Пантера не возвратилась к своей добыче. День проходил. Траурная служба некрофагов (стервятники, бородачи, вороны) патрулировала, но не вмешивались. Мюнье говорил по рации: «Крохаль на западе, красноклювые клушицы над аркой». Везде, куда падал его взгляд, он видел животных или догадывался об их присутствии. Это напоминало то, как изысканный знаток архитектуры на обычной прогулке показывает вам классическую колонну, барочный фронтон, неоготическое украшение лан. У Мюнье особая география, его дар позволяет путешествовать по земле неизменно прекрасной, безгранично щедрой, трепещущей разнообразной жизнью… Обо всем этом и не подозревает взгляд профана. Мне понятно, почему мой товарищ живет в Вогезах обособленно. О чем беседовать с ближними человеку, который замечает, как хищные птицы пикируют на невозмутимые стада, и знает, по какому случаю над местом кружат вороны? Вот книги могли трогать его. «В семнадцать лет я ушел из школы, — сказал он мне, — чтобы войти в лес. С тех пор я не открывал школьного учебника. Но я прочитал всего Жионо».

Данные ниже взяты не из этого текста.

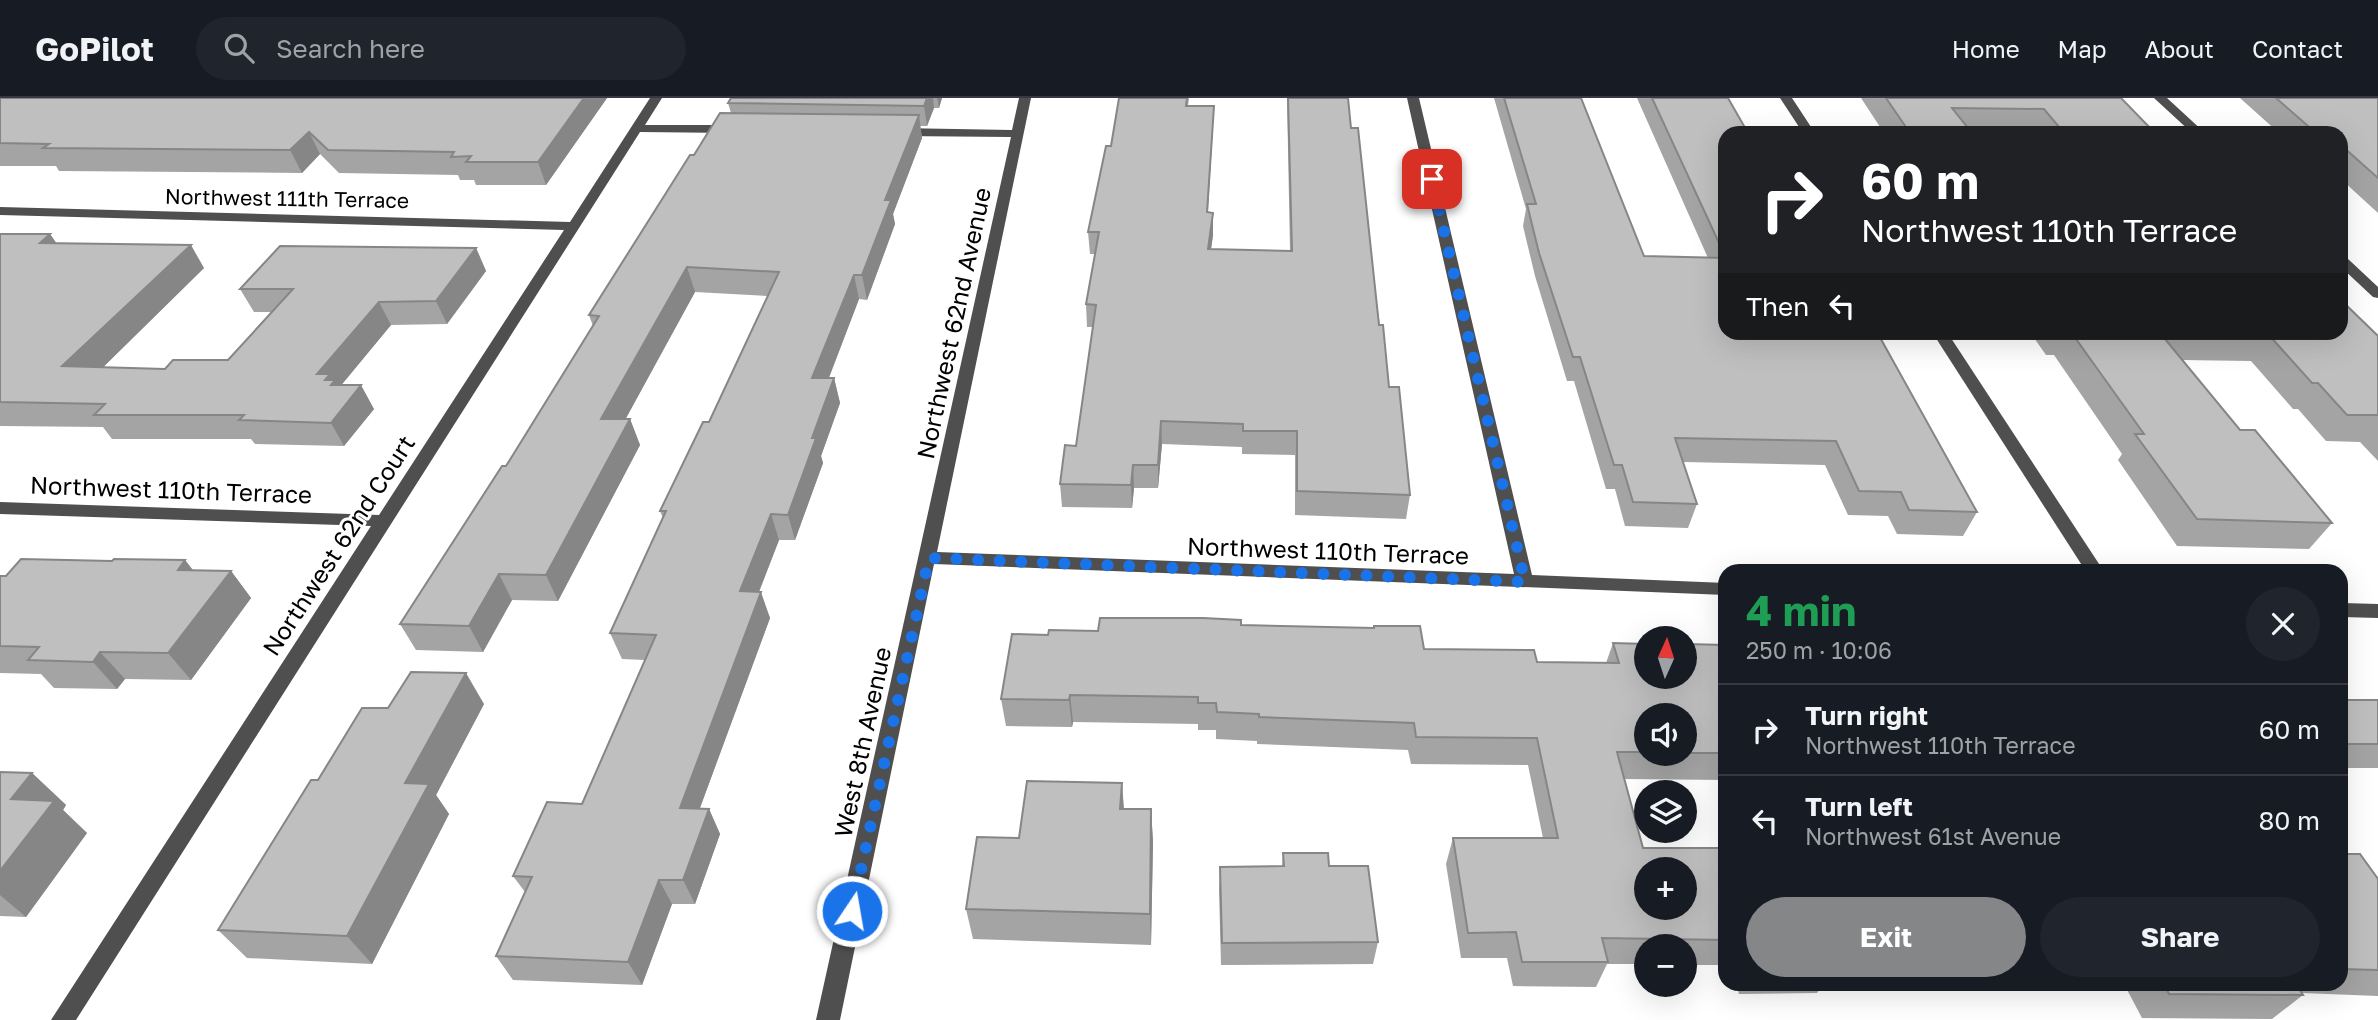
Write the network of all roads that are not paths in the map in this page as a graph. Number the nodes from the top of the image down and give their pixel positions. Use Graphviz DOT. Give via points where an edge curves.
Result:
graph roads {
  1 [pos="656,98"];
  2 [pos="1025,98"];
  3 [pos="1413,98"];
  4 [pos="1786,98"];
  5 [pos="2160,98"];
  6 [pos="1804,126"];
  7 [pos="2191,126"];
  8 [pos="637,128"];
  9 [pos="745,130"];
  10 [pos="881,132"];
  11 [pos="1017,134"];
  12 [pos="0,211"];
  13 [pos="573,226"];
  14 [pos="2348,266"];
  15 [pos="2378,294"];
  16 [pos="1944,340"];
  17 [pos="0,508"];
  18 [pos="382,521"];
  19 [pos="929,558"];
  20 [pos="2090,564"];
  21 [pos="1525,582"];
  22 [pos="1718,589"];
  23 [pos="2348,610"];
  24 [pos="2378,611"];
  25 [pos="63,1020"];
  26 [pos="828,1020"];
  1 -- 8 [label="street, Northwest 62nd Court"];
  2 -- 11 [label="street, Northwest 62nd Avenue"];
  3 -- 21 [label="street"];
  4 -- 6 [label="street"];
  5 -- 7 [label="street"];
  8 -- 9 [label="street"];
  8 -- 13 [label="street, Northwest 62nd Court"];
  10 -- 11 [label="street"];
  11 -- 19 [label="street, Northwest 62nd Avenue"];
  12 -- 13 [label="street, Northwest 111th Terrace"];
  13 -- 18 [label="street, Northwest 62nd Court"];
  14 -- 15 [label="street"];
  16 -- 20 [label="street"];
  17 -- 18 [label="street, Northwest 110th Terrace"];
  18 -- 25 [label="street, Northwest 62nd Court"];
  19 -- 21 [label="street, Northwest 110th Terrace"];
  19 -- 26 [label="street, West 8th Avenue"];
  21 -- 22 [label="street, Northwest 110th Terrace"];
  23 -- 24 [label="street"];
}
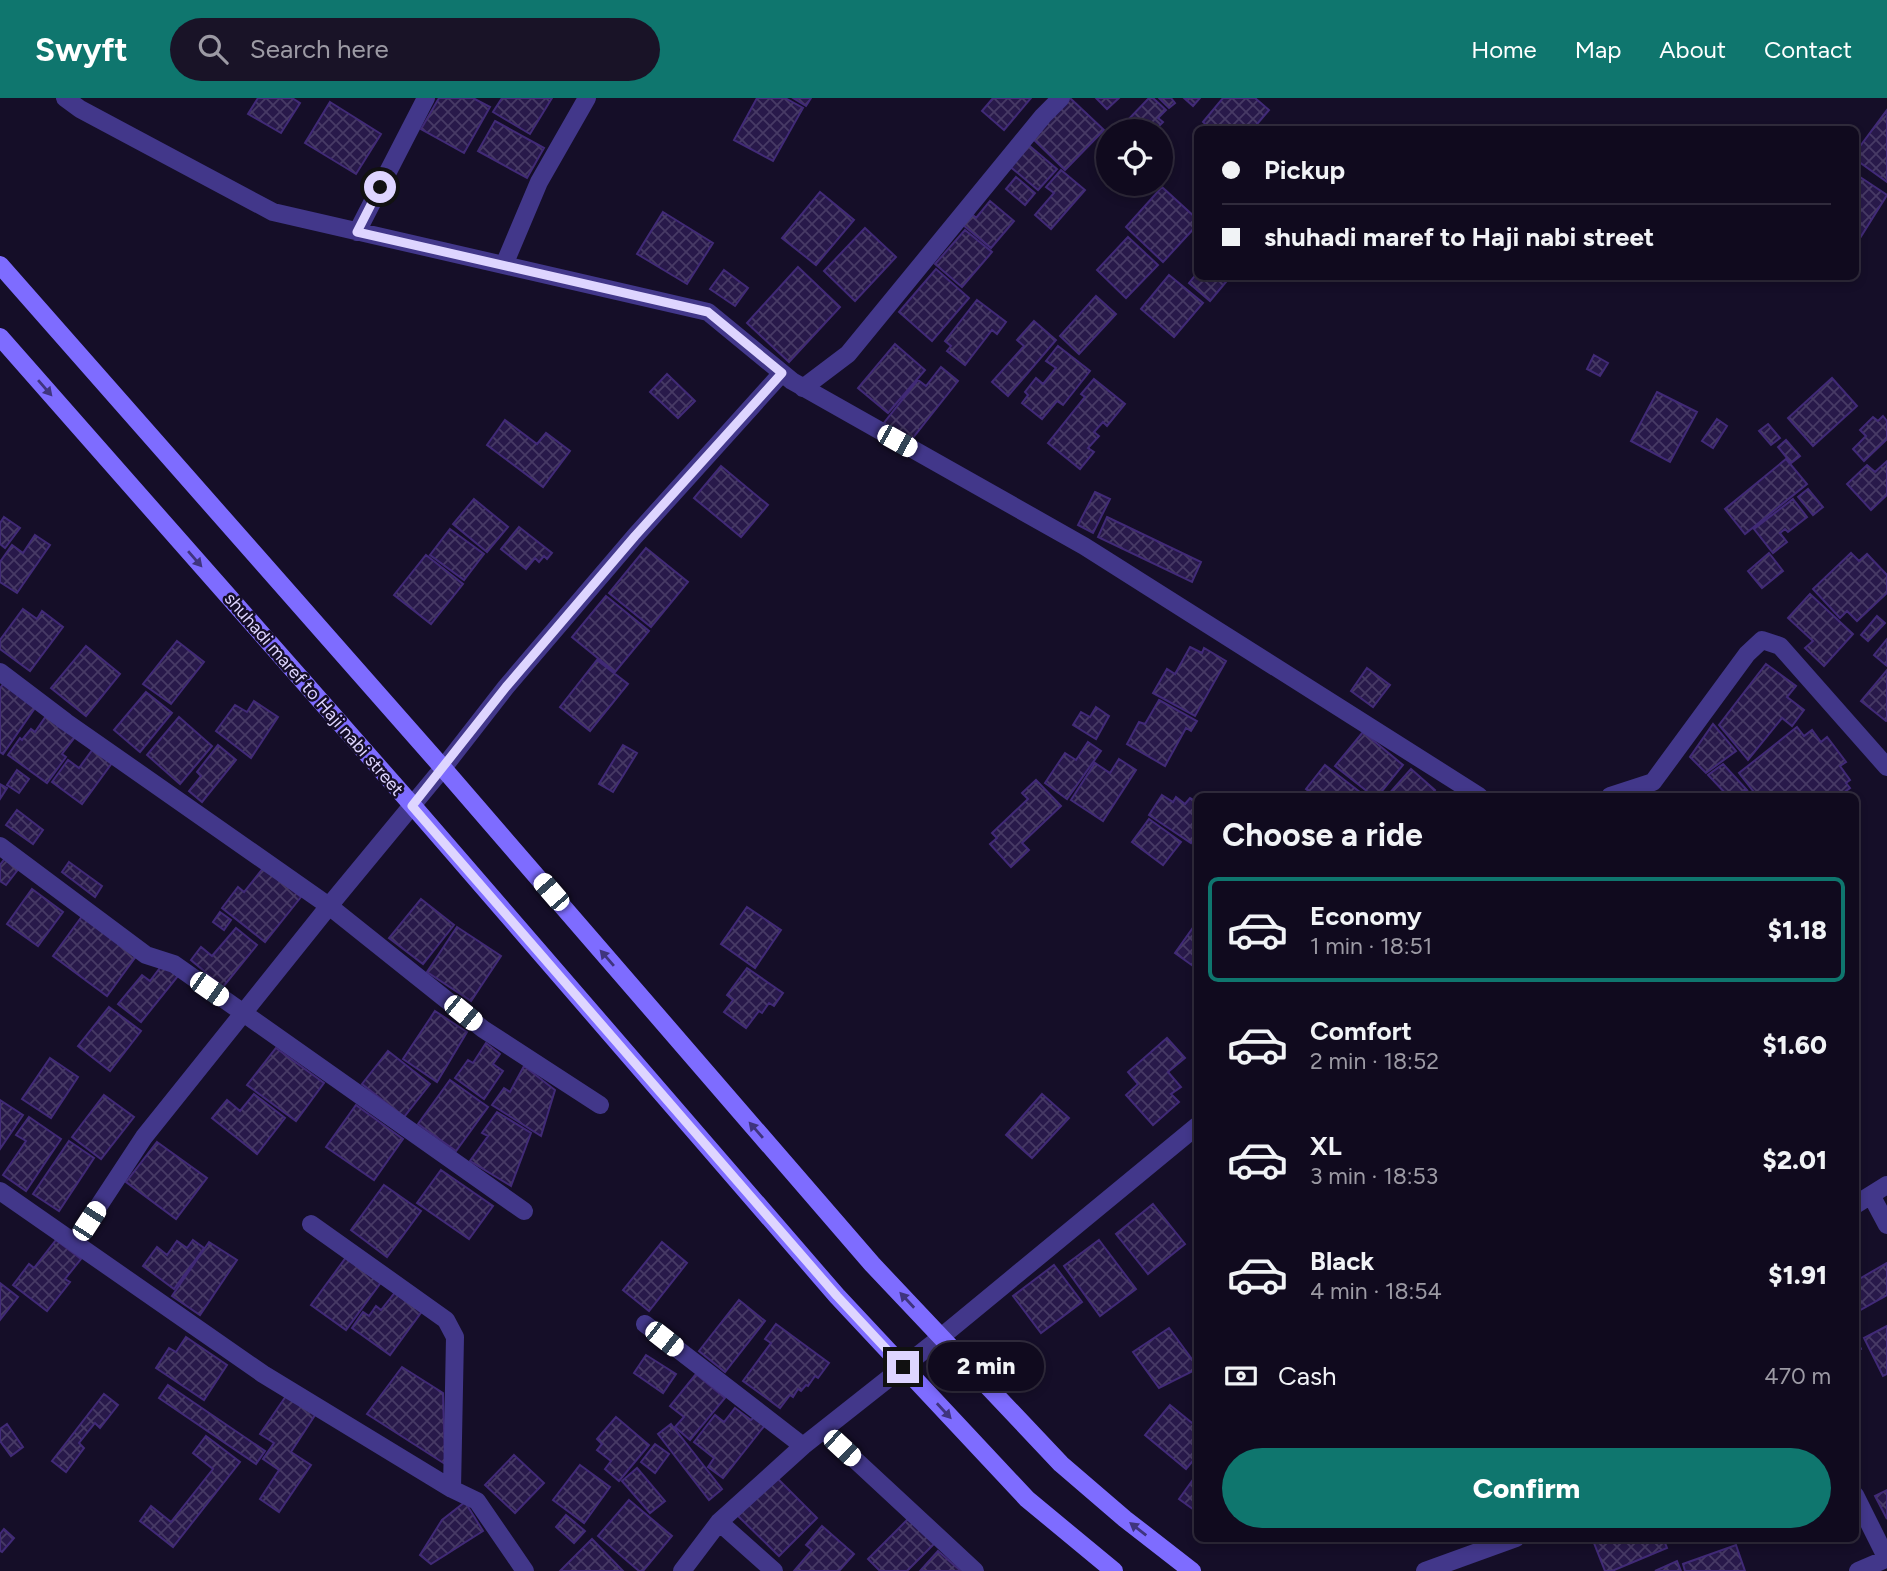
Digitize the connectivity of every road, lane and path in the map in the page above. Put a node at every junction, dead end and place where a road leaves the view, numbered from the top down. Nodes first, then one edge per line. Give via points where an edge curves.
1 (65, 98) edge
2 (426, 98) edge
3 (587, 98) edge
4 (1061, 98) edge
5 (357, 232) junction
6 (0, 265) edge
7 (504, 265) junction
8 (0, 337) edge
9 (782, 373) junction
10 (803, 388) junction
11 (0, 672) edge
12 (443, 768) junction
13 (1887, 768) edge
14 (1474, 793) edge
15 (1619, 793) edge
16 (412, 806) junction
17 (0, 846) edge
18 (329, 906) junction
19 (243, 1013) junction
20 (600, 1105) dead end
21 (1194, 1128) edge
22 (1887, 1185) edge
23 (0, 1191) edge
24 (1871, 1195) junction
25 (1859, 1202) edge
26 (524, 1211) dead end
27 (311, 1224) dead end
28 (1887, 1225) edge
29 (75, 1242) junction
30 (645, 1324) dead end
31 (941, 1337) junction
32 (903, 1367) junction
33 (823, 1430) junction
34 (803, 1446) junction
35 (452, 1489) junction
36 (1859, 1502) edge
37 (719, 1522) junction
38 (1505, 1542) edge
39 (1887, 1559) edge
40 (525, 1571) edge
41 (682, 1571) edge
42 (774, 1571) edge
43 (975, 1571) edge
44 (1114, 1571) edge
45 (1192, 1571) edge
46 (1425, 1571) edge
47 (1858, 1571) edge

1 - 5 street via 273,212
2 - 5 street
3 - 7 street via 539,183
4 - 10 street via 848,354
5 - 7 street
6 - 12 main road
7 - 9 street via 708,312
8 -> 16 main road, shuhadi maref to Haji nabi street
9 - 10 street
9 - 12 street via 635,536
10 - 14 street via 1084,546
11 - 18 street
12 - 16 street
31 -> 12 main road via 872,1264
13 - 15 street via 1780,646 1762,640 1653,782
16 - 18 street
16 - 32 main road, shuhadi maref to Haji nabi street
17 - 19 street via 146,955 174,964
18 - 19 street
18 - 20 street via 483,1029
19 - 26 street
19 - 29 street via 144,1137
21 - 31 street
22 - 24 street
23 - 29 street
24 - 25 street
24 - 28 street
27 - 35 street via 451,1327 455,1337
29 - 35 street via 263,1374
30 - 34 street
31 - 32 street
45 -> 31 main road via 1061,1464
32 - 33 street
32 -> 44 main road, shuhadi maref to Haji nabi street via 1027,1499
33 - 34 street
33 - 43 street
34 - 37 street
35 - 40 street via 477,1501
36 - 39 street
37 - 41 street
37 - 42 street
38 - 46 street
39 - 47 street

Наступил вечер, и пантера ушла. Она поднялась, стекла за глыбу и исчезла. Мы провели вторую ночь в пещере, надеясь на ее возвращение. Утром пантеры не было около скелета, туша яка долго сохранялась на холоде, прежде чем клювы, челюсти и клыки не изорвали ее в клочья. Его плоть стала частью других живых существ, чтобы затем стать пищей для других охотников. Умирать — значит переходить в другое состояние.